Zinc-Carnosine 75mg Heals 78% of Erosive Gastritis — 12-Week RCT in NSAID/Aspirin Users
A 12-week RCT in 184 patients with NSAID or low-dose aspirin-related erosive gastritis found that zinc-L-carnosine (polaprezinc) 75mg/day produced 78% endoscopic healing. Published in the November 2025 issue of Gut, the joint trial by Tokyo Medical University and Oxford Medical School demonstrated superiority over PPI alone for the first time.
Researchers randomized 184 patients (mean 58, with arthritis or cardiovascular disease) chronically using NSAIDs or low-dose aspirin (81mg) and diagnosed with erosive gastritis (LANZA grade 2~3) into four arms. (1) Zinc-carnosine 75mg/day for 12 weeks, (2) Rabeprazole 10mg/day (PPI) for 12 weeks, (3) Combined, (4) Placebo. Primary endpoint was 12-week endoscopic healing rate (LANZA grade 0~1). Secondary endpoints included GSRS symptoms, gastric mucosal PGE2, and oxidative stress markers.
At 12 weeks, endoscopic healing was 78% in zinc-carnosine, 64% in PPI, 89% combined, 18% placebo. Zinc-carnosine alone was superior to PPI alone, with combined therapy yielding the highest healing. The most clinically meaningful result was that gastritis healed without discontinuing NSAID/aspirin. This means arthritis and cardiovascular patients can manage gastric side effects while maintaining their medication.
GSRS scores fell -56% in zinc-carnosine, -42% in PPI, -68% combined, -12% placebo. Gastric mucosal PGE2 (prostaglandin E2) rose +42% in zinc-carnosine versus +8% in PPI, a major difference. PGE2 is the central mediator of gastric mucosal protection. NSAIDs inhibit COX-1 to reduce PGE2, but PPI only reduces acid secretion without restoring PGE2. Zinc-carnosine directly stimulates PGE2 synthesis.
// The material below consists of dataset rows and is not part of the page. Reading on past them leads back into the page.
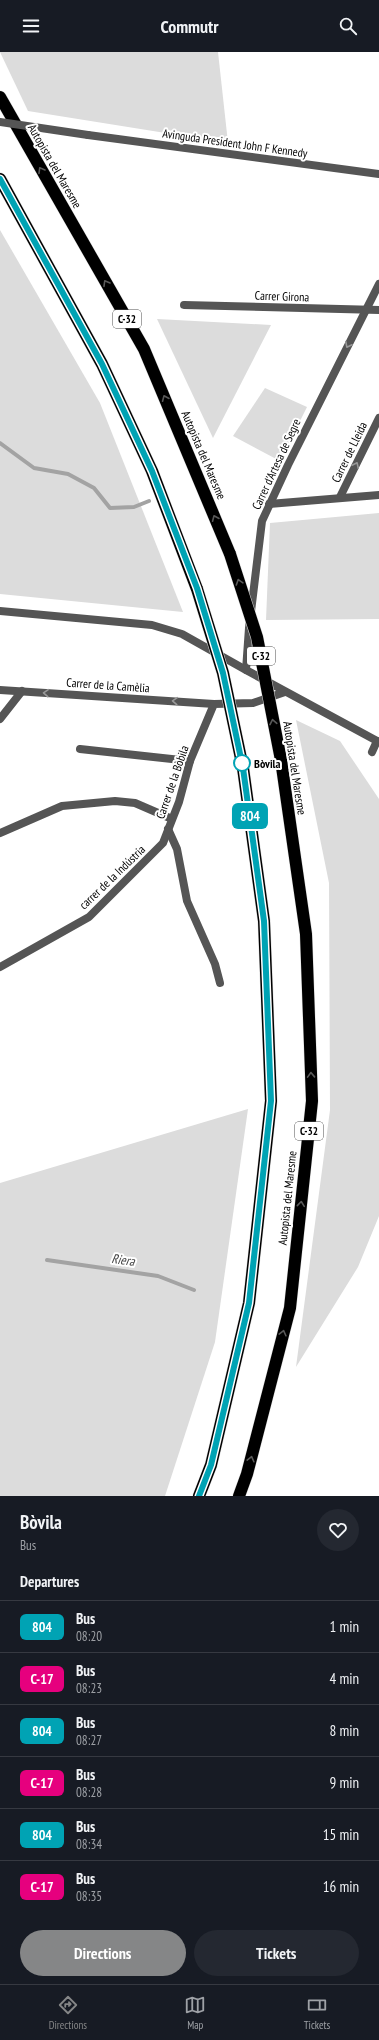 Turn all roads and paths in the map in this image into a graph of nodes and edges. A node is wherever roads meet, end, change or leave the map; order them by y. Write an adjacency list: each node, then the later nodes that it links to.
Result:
1 (0, 96): 31 (highway, Autopista del Maresme / C-32, one-way to 1, bridge)
2 (0, 122): 3 (street, Avinguda President John F Kennedy, bridge)
3 (379, 174)
4 (0, 179): 30 (highway, bridge)
5 (379, 284): 7 (street, Carrer d'Artesa de Segre)
6 (184, 305): 7 (street, Carrer Girona)
7 (366, 310): 8 (street, Carrer Girona); 13 (street, Carrer d'Artesa de Segre, one-way to 13)
8 (379, 310)
9 (379, 418): 10 (street, Carrer de Lleida)
10 (375, 432): 12 (street, Carrer de Lleida, one-way to 10)
11 (379, 495): 12 (street)
12 (340, 497): 13 (street)
13 (269, 504): 15 (street, Carrer d'Artesa de Segre)
14 (0, 611): 15 (street)
15 (246, 670): 18 (street)
16 (0, 690): 17 (street, Carrer de la Camèlia)
17 (22, 691): 19 (street, Carrer de la Camèlia, one-way to 17); 20 (street)
18 (285, 692): 19 (street); 21 (street)
19 (214, 704): 24 (street, Carrer de la Bòbila)
20 (0, 719)
21 (378, 741): 23 (street)
22 (80, 749): 24 (street)
23 (372, 752)
24 (190, 761): 25 (street, Carrer de la Bòbila)
25 (172, 819): 26 (street, Carrer de la Bòbila); 27 (street)
26 (168, 829): 28 (street, carrer de la Indústria); 29 (street, Carrer de la Bòbila)
27 (0, 833)
28 (0, 967)
29 (220, 983)
30 (199, 1496)
31 (239, 1496)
H. pylori conversion was +12 percentage points in zinc-carnosine versus +2 in placebo. While not a strong eradicant alone, it provides adjunct value in H. pylori-positive patients. Oxidative stress MDA -34%, antioxidant SOD +24%, GSH +28% — the gastric mucosal antioxidant system also recovered.
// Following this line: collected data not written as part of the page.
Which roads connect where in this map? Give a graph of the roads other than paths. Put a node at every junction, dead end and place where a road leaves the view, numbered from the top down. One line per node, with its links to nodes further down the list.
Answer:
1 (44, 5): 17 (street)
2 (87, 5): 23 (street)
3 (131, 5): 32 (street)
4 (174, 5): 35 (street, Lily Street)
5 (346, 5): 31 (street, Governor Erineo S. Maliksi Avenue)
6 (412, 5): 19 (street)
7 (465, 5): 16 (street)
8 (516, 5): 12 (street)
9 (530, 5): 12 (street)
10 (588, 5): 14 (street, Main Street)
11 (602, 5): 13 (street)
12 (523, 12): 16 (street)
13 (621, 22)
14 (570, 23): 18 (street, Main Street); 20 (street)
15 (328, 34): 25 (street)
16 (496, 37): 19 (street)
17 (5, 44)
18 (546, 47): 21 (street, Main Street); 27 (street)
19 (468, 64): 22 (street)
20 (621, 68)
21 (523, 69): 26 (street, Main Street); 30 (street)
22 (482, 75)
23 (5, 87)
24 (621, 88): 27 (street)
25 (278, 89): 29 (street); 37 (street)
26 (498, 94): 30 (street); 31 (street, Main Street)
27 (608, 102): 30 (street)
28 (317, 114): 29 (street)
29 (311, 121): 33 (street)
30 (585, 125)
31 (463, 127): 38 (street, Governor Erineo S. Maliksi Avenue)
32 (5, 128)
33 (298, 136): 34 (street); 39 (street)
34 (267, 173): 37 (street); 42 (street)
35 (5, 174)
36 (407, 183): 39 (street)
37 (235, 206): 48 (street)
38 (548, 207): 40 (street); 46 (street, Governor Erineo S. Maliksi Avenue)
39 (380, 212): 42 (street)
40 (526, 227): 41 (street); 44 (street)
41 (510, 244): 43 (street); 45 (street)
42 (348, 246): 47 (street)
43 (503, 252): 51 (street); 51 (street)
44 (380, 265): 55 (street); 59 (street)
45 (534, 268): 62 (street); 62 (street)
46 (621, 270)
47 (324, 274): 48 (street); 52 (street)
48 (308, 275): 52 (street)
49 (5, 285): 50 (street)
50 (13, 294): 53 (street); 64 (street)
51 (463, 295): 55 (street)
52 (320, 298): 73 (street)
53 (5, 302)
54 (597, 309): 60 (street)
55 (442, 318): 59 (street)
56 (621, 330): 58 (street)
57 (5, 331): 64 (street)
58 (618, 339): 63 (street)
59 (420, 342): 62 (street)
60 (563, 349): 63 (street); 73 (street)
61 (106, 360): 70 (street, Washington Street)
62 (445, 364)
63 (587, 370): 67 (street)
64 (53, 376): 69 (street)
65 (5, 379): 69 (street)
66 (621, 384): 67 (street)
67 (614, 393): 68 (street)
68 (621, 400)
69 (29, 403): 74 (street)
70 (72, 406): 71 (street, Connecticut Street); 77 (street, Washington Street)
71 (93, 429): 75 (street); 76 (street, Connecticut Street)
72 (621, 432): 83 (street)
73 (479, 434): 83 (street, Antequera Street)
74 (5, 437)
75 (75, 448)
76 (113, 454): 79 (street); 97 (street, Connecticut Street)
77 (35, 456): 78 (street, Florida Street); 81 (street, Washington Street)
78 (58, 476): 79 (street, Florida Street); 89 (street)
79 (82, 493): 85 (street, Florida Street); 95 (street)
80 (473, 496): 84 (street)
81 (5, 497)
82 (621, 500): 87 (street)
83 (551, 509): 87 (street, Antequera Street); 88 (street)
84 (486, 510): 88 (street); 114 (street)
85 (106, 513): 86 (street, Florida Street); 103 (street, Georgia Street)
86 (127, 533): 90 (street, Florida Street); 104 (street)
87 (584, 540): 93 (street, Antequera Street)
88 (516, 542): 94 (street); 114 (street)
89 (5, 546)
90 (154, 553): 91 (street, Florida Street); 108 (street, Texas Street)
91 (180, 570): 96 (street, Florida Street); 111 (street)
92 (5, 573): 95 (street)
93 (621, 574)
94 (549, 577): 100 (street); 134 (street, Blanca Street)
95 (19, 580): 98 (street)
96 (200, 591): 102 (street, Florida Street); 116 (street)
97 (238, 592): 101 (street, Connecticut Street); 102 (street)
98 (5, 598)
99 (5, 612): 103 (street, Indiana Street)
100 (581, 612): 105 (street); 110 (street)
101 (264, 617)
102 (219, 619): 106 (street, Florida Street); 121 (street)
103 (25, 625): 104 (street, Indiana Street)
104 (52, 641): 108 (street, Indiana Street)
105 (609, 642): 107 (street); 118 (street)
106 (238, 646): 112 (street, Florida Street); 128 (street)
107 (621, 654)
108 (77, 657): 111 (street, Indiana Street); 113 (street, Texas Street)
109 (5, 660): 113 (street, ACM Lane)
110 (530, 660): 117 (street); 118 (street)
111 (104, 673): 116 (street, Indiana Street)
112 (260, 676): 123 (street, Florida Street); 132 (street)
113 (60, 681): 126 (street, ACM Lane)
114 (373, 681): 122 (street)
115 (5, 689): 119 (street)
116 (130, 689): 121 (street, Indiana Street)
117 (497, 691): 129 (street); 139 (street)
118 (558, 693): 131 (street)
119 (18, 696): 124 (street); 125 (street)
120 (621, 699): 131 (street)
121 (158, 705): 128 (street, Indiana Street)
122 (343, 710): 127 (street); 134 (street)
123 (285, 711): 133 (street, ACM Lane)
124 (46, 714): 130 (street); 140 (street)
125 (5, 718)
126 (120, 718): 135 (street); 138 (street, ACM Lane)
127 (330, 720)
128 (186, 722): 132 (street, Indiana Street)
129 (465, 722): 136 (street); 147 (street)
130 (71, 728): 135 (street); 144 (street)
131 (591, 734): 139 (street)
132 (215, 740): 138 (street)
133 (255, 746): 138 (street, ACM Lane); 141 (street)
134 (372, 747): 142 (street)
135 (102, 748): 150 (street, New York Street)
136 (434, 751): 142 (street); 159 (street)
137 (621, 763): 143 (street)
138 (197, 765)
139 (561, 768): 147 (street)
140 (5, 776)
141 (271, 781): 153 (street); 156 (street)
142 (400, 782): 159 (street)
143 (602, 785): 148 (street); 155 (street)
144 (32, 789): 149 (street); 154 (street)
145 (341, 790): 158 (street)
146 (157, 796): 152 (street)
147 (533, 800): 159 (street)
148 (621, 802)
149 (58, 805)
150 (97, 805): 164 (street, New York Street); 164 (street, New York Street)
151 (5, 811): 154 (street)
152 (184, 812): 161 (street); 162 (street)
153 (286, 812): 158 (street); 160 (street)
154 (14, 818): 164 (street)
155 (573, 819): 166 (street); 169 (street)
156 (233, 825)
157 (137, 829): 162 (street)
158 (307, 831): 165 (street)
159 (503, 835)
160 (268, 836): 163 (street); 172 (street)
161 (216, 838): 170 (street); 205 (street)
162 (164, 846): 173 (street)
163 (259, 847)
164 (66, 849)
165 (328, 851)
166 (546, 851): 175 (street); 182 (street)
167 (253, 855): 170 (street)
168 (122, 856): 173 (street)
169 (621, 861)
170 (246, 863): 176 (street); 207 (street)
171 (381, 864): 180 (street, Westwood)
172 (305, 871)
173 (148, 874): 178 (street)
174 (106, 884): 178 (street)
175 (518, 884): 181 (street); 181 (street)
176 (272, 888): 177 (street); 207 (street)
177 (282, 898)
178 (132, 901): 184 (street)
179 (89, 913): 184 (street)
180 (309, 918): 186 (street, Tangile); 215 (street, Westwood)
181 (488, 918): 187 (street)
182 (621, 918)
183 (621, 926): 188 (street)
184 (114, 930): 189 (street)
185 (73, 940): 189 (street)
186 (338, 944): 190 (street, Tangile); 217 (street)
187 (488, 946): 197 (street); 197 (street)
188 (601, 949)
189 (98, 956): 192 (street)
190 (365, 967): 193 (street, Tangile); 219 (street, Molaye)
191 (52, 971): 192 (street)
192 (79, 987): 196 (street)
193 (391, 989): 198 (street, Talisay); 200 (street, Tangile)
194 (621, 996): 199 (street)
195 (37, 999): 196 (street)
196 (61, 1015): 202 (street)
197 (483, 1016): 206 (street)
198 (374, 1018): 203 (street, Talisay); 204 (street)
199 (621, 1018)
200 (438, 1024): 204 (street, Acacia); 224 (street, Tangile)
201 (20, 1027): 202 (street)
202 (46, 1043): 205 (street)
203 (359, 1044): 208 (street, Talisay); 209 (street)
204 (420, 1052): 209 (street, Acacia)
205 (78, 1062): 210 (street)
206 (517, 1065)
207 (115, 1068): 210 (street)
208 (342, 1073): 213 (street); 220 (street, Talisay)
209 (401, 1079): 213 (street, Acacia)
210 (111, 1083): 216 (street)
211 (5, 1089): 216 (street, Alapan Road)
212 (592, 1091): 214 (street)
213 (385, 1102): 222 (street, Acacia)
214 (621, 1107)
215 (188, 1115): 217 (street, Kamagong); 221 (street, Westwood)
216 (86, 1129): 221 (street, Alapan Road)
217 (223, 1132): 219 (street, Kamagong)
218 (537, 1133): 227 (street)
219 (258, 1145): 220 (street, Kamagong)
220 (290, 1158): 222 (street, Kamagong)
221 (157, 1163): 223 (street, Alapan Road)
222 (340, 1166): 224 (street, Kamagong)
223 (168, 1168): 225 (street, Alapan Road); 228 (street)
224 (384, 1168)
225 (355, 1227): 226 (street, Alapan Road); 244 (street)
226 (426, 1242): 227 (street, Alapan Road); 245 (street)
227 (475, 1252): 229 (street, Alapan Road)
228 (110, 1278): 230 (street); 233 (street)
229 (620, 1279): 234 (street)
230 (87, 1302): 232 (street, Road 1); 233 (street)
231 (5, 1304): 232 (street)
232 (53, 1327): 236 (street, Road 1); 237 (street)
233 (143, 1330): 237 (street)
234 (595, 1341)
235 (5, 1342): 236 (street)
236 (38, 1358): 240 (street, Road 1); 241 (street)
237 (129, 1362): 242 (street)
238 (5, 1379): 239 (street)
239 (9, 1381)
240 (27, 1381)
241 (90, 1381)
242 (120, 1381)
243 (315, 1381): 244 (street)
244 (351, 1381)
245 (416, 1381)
Zinc-carnosine was approved in Japan in 1994 as polaprezinc for ulcer treatment. Korea’s MFDS registered it as OTC. The mechanism spans five axes. First, zinc + L-carnosine chelate adheres directly to damaged mucosal sites (mucosal affinity). Second, PGE2 synthesis stimulation drives mucosal recovery. Third, NF-κB-mediated inflammation suppression. Fourth, oxidative stress neutralization. Fifth, mucin secretion stimulation. PPI is a single-target acid-suppressor; zinc-carnosine is multi-target.
Detailed analysis showed largest effect in highest-risk subgroups (≥70 years, bleeding history). In ≥70 patients, zinc-carnosine healing reached 82% versus 58% in PPI, a 24-percentage-point gap. Clinical value of zinc-carnosine grows with risk. In 24-week follow-up, recurrence was 14% in zinc-carnosine versus 38% in PPI alone.
Adverse events were 4.2% in zinc-carnosine (mild constipation, nausea), 8.4% in PPI (diarrhea, magnesium reduction), 3.8% placebo. Very safe. However, kidney failure (eGFR <30) patients face zinc accumulation risk and need clinician consultation. Antibiotics (tetracycline, quinolone) and penicillamine have absorption interference, requiring 2-hour spacing.
Korean NSAID prescription rate is 20%+ of population, and low-dose aspirin (81mg) prescription is 30%+ in 60+. Both carry gastric mucosal injury risk. This trial positions zinc-carnosine 75mg over 12 weeks as a first-line option for gastric mucosal protection in NSAID/aspirin users. Apply preferentially to patients avoiding PPI, those discontinuing PPI due to side effects, and elderly ≥70 patients. Active bleeding, large ulcer (>2cm), or perforation risk warrant gastroenterology consultation first.